Nas ruas das cidades, nas estradas e campos, nas praias e encostas do meu país uma situação salta-nos à vista – crianças que estão exercendo algum tipo de atividade remunerada.

O exercício de uma atividade remunerada ou um atividade que direta ou indiretamente, contribui para a renda familiar é uma realidade em Cabo Verde. Tanto é uma realidade, que foi já incluída nas estatísticas que crianças a partir dos 15 anos podem exercer este tipo de atividade, também vulgarmente conhecido como trabalho. Esta situação impele-nos a pensar sobre a ambiguidade que o conceito criança encerra. Define-se uma criança tomando uma das variáveis “idade”, significando com isto que criança é toda a pessoa dos 0 aos 18 anos de idade, pressupondo com isto que a criança goza do direito a viverem a sua infância num ambiente onde os adultos proveem os recursos necessários para a sua sobrevivência e do seu entorno familiar.

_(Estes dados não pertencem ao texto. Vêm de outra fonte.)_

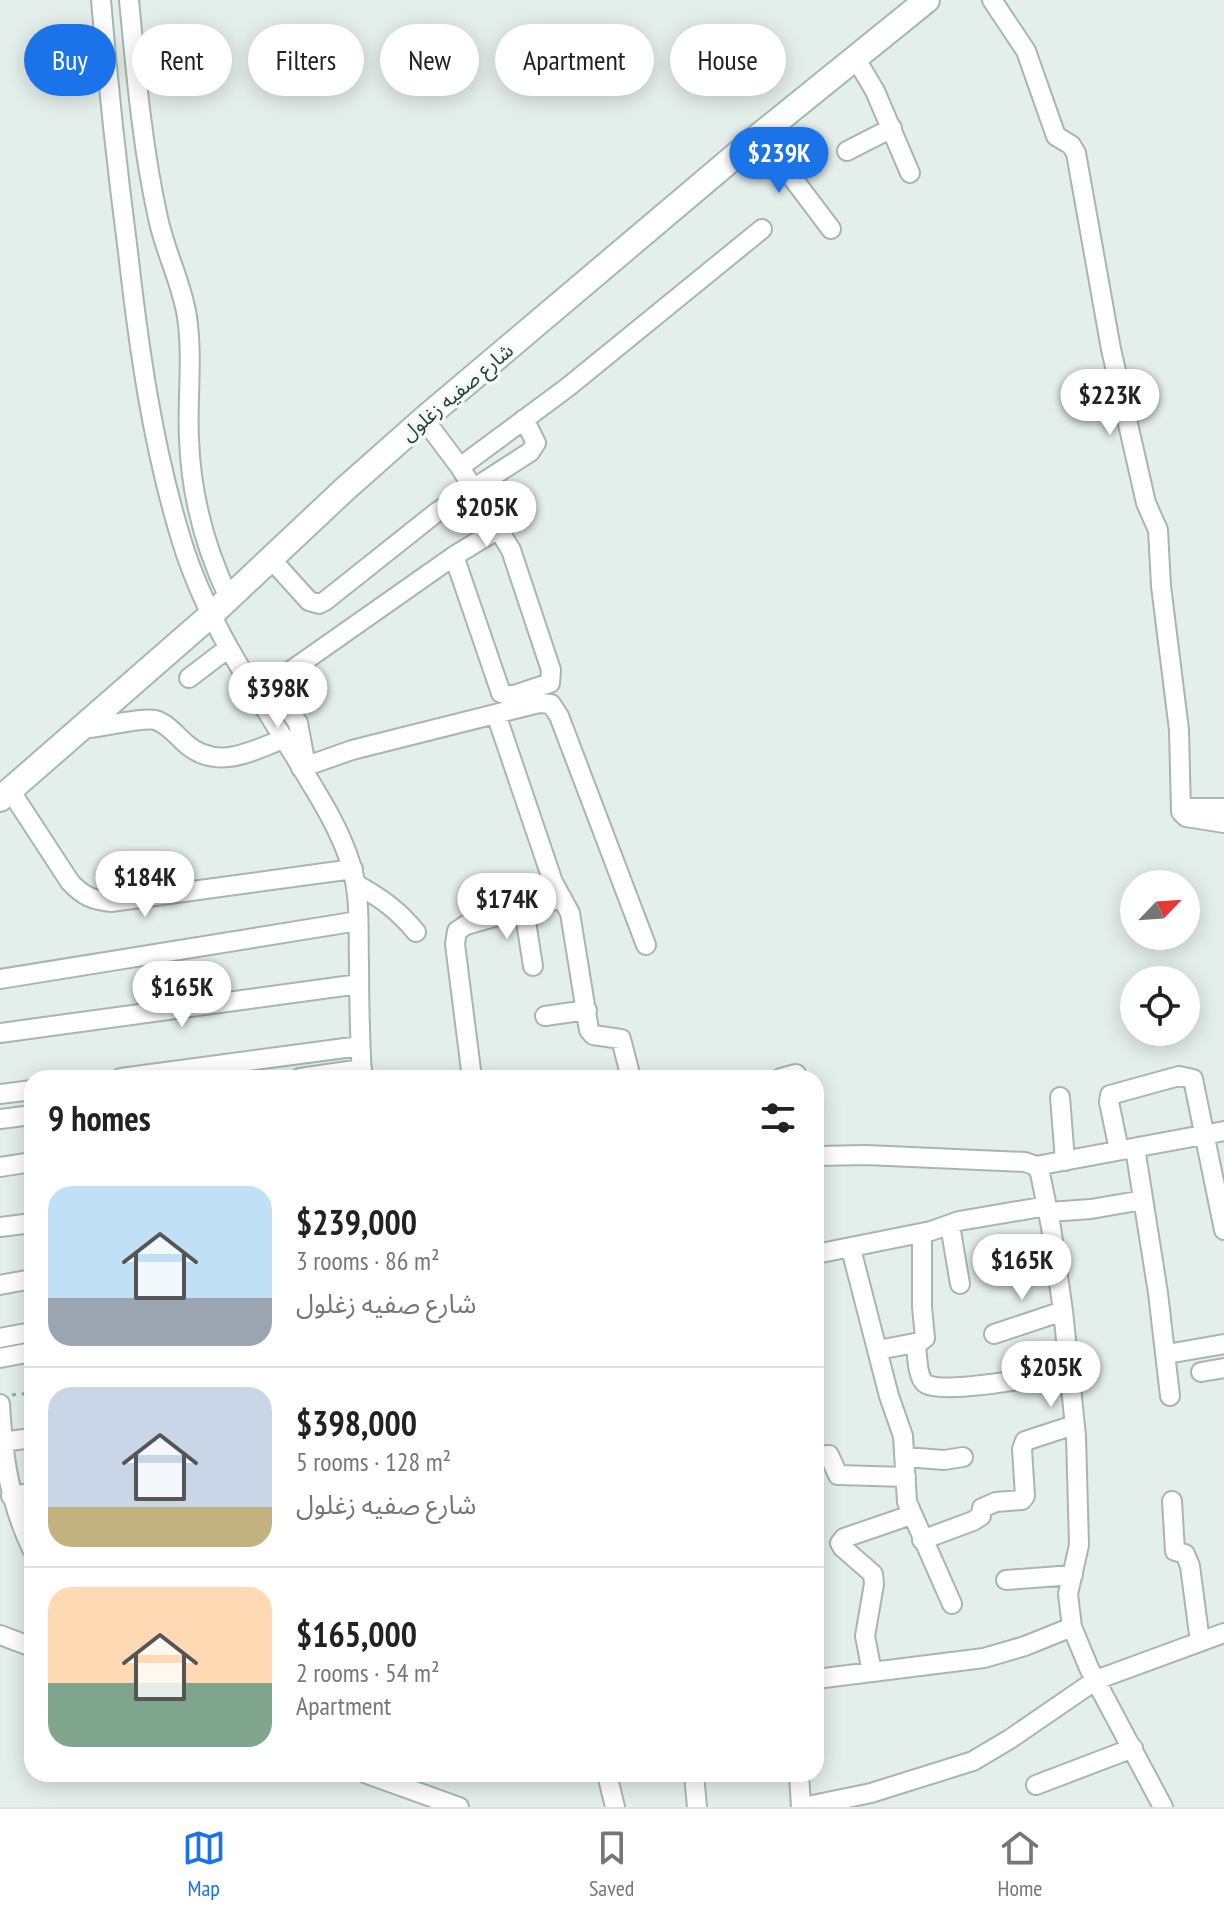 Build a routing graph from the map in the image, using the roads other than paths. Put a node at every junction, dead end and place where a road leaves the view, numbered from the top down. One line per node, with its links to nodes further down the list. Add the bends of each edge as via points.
1 (101, 0): 19 (street, via 151,415 183,545)
2 (129, 0): 19 (street, via 147,164 187,318 189,441 196,500)
3 (927, 0): 5 (street, شارع صفيه زغلول)
4 (992, 0): 28 (street, via 1026,51 1056,136 1076,153 1111,349 1146,503 1158,530 1179,730)
5 (856, 59): 6 (street); 7 (street, شارع صفيه زغلول)
6 (892, 128): 8 (street); 9 (street)
7 (760, 135): 11 (street); 12 (street, شارع صفيه زغلول)
8 (847, 151)
9 (910, 173)
10 (762, 229): 13 (street)
11 (831, 229)
12 (424, 419): 14 (street); 18 (street, شارع صفيه زغلول)
13 (524, 419): 14 (street); 15 (street, via 535,436 535,447)
14 (460, 467): 15 (street)
15 (473, 487): 16 (street); 18 (street, via 319,604 309,601)
16 (500, 528): 17 (street); 17 (street, via 520,571 551,670 546,685 511,696 501,693)
17 (454, 556): 22 (street)
18 (271, 559): 19 (street, شارع صفيه زغلول)
19 (221, 606): 20 (street); 24 (street, شارع صفيه زغلول)
20 (227, 649): 21 (street); 22 (street)
21 (189, 678)
22 (263, 690): 25 (street); 26 (street, via 298,723)
23 (496, 714): 26 (street); 32 (street); 36 (street, via 545,702 555,709)
24 (81, 729): 25 (street, via 158,721 189,747 215,759); 27 (street, شارع صفيه زغلول)
25 (283, 739): 26 (street)
26 (304, 767): 31 (street)
27 (5, 794): 31 (street, via 70,882 94,900)
28 (1181, 808): 29 (street); 30 (street, via 1186,817)
29 (1224, 808)
30 (1224, 823)
31 (354, 877): 34 (street); 35 (street, via 391,904)
32 (562, 898): 33 (street); 40 (street, via 570,913)
33 (524, 909): 37 (street); 46 (street, via 457,931)
34 (358, 921): 38 (street); 39 (street)
35 (416, 932)
36 (646, 945)
37 (533, 966)
38 (0, 979)
39 (359, 984): 42 (street); 43 (street)
40 (587, 1010): 41 (street); 47 (street, via 591,1033 621,1039)
41 (545, 1016)
42 (0, 1033)
43 (360, 1046): 44 (street); 45 (street)
44 (181, 1070)
45 (362, 1070)
46 (471, 1070)
47 (629, 1070)
48 (24, 1091): 49 (street)
49 (0, 1094)
50 (1060, 1097): 56 (street)
51 (24, 1116): 52 (street)
52 (0, 1119)
53 (1215, 1133): 54 (street); 54 (street, via 1196,1085 1189,1076 1179,1076 1110,1095); 65 (street)
54 (1127, 1149): 56 (street); 60 (street)
55 (824, 1156): 58 (street)
56 (1065, 1161): 58 (street)
57 (24, 1163): 59 (street)
58 (1036, 1166): 61 (street)
59 (0, 1167)
60 (1143, 1200): 61 (street, via 1091,1209); 80 (street)
61 (1048, 1209): 63 (street); 72 (street)
62 (24, 1224): 64 (street)
63 (950, 1225): 66 (street); 70 (street)
64 (0, 1227)
65 (1224, 1230)
66 (922, 1233): 67 (street); 76 (street, via 926,1336)
67 (851, 1249): 68 (street); 78 (street)
68 (824, 1253)
69 (24, 1280): 71 (street)
70 (960, 1284)
71 (0, 1285)
72 (1063, 1311): 74 (street); 83 (street)
73 (24, 1334): 75 (street)
74 (994, 1334)
75 (0, 1338)
76 (916, 1343): 78 (street); 83 (street, via 927,1385 963,1389)
77 (1224, 1344): 80 (street)
78 (878, 1350): 91 (street)
79 (24, 1354): 81 (street)
80 (1167, 1354): 85 (street)
81 (0, 1358)
82 (1224, 1368): 84 (street)
83 (1068, 1372): 87 (street)
84 (1201, 1372)
85 (1170, 1396)
86 (0, 1404): 89 (street)
87 (1074, 1425): 99 (street, via 1025,1441 1024,1499 996,1502 982,1508 973,1521); 100 (street, via 1079,1545)
88 (24, 1439): 89 (street)
89 (2, 1442): 95 (street)
90 (824, 1455): 93 (street, via 829,1455 837,1474)
91 (905, 1457): 92 (street); 93 (street)
92 (963, 1457)
93 (906, 1477): 97 (street)
94 (24, 1494): 95 (street)
95 (11, 1496): 98 (street)
96 (1172, 1501): 106 (street, via 1175,1551 1185,1554 1190,1566)
97 (911, 1515): 99 (street); 108 (street, via 840,1543 873,1574 865,1636)
98 (24, 1529)
99 (922, 1540): 102 (street)
100 (1073, 1575): 101 (street); 103 (street, via 1068,1594)
101 (1006, 1580)
102 (952, 1604)
103 (1072, 1627): 108 (street, via 1003,1654); 110 (street)
104 (1224, 1633): 106 (street)
105 (0, 1635): 107 (street)
106 (1200, 1642): 110 (street)
107 (24, 1644)
108 (872, 1672): 109 (street)
109 (824, 1678)
110 (1096, 1680): 111 (street); 120 (street, via 973,1761 871,1793)
111 (1133, 1748): 116 (street); 121 (street)
112 (389, 1782): 117 (street)
113 (609, 1782): 118 (street)
114 (695, 1782): 119 (street)
115 (800, 1782): 120 (street)
116 (1036, 1785)
117 (459, 1807)
118 (615, 1807)
119 (697, 1807)
120 (802, 1807)
121 (1163, 1807)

 No meu país, muitas crianças trabalham. Trabalham enquanto atores internalizando normas e regras sociais no processo de socialização mas, também, trabalham para complementar a renda familiar. É legal? Certamente não. É legítimo? Socialmente sim.

 Segundo os resultados do Inquérito Nacional sobre o Trabalho Infantil realizado pelo Instituto Nacional de Estatística (INE, 2013), 9.666 crianças com idades compreendidas entre 5 e 17 anos trabalham, dessas crianças 8.683 encontram-se em “trabalhos considerados a abolir” e uma maioria expressiva de crianças (74,6%) exerce uma atividade remunerada como “ajuda familiar” sobretudo no sector da agricultura e da criação de gado.

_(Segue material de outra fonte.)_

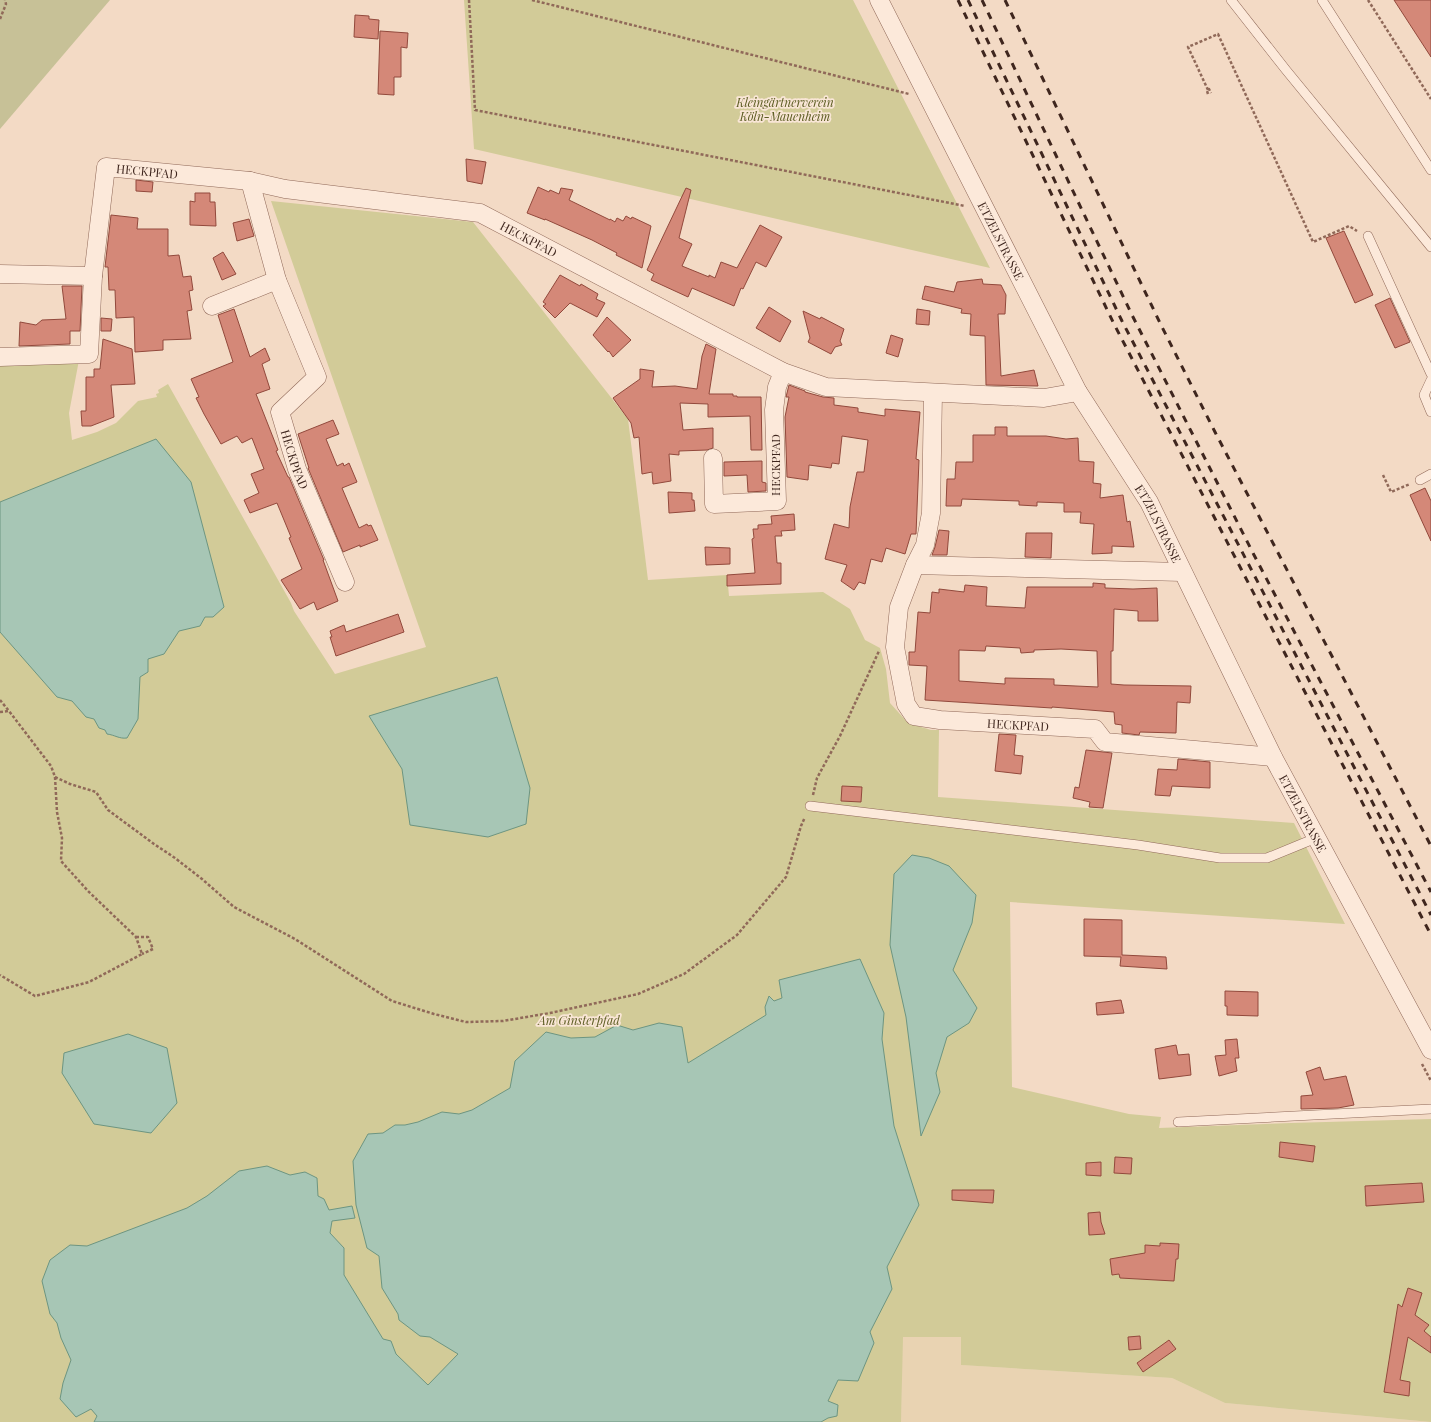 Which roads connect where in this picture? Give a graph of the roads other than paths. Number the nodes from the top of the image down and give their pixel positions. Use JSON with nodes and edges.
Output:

 O trabalho para a internalização das normas sociais conforma-se enquanto um rito de passagem, no processo de socialização, do espaço doméstico para o espaço do trabalho, da infância/adolescência para a fase adulta. A socialização no trabalho inicia-se desde a infância com a participação em tarefas junto com os progenitores e/ou outros familiares, onde a criança enquanto sujeito social que se encontra trabalhando não está apenas fantasiando mas encontra-se num processo de socialização. Ou seja, a trabalhar seus valores sociais e a internalizar regras e normas socialmente estabelecidas. Geralmente, há uma divisão do trabalho por género: as meninas iniciam junto com as mães e os rapazes (principalmente na pré-adolescência) junto com os pais ou outro membro da família do sexo masculino.

O trabalho enquanto apoio para o complemento da renda familiar, geralmente, inclui tarefas que requerem mais tempo e esforço físico, que impossibilitam as crianças de realizarem outras atividades consideradas próprias desta fase – brincadeiras, estudos, etc., e comprometendo, muitas vezes, um futuro que pode(ria) ser diferente. Em regra, essas crianças acabam reproduzindo as trajetórias de vida – pobreza, analfabetismo, etc. – dos respetivos progenitores. 

Necessário é questionar a eficácia das políticas públicas para esta área, o papel das instituições que defendem os direitos das crianças e da responsabilização dos progenitores em relação aos respetivos filhos relativamente ao significado “cuidado com as crianças”.

Urge reflectir e agir para uma história diferente e um futuro melhor para as nossas crianças.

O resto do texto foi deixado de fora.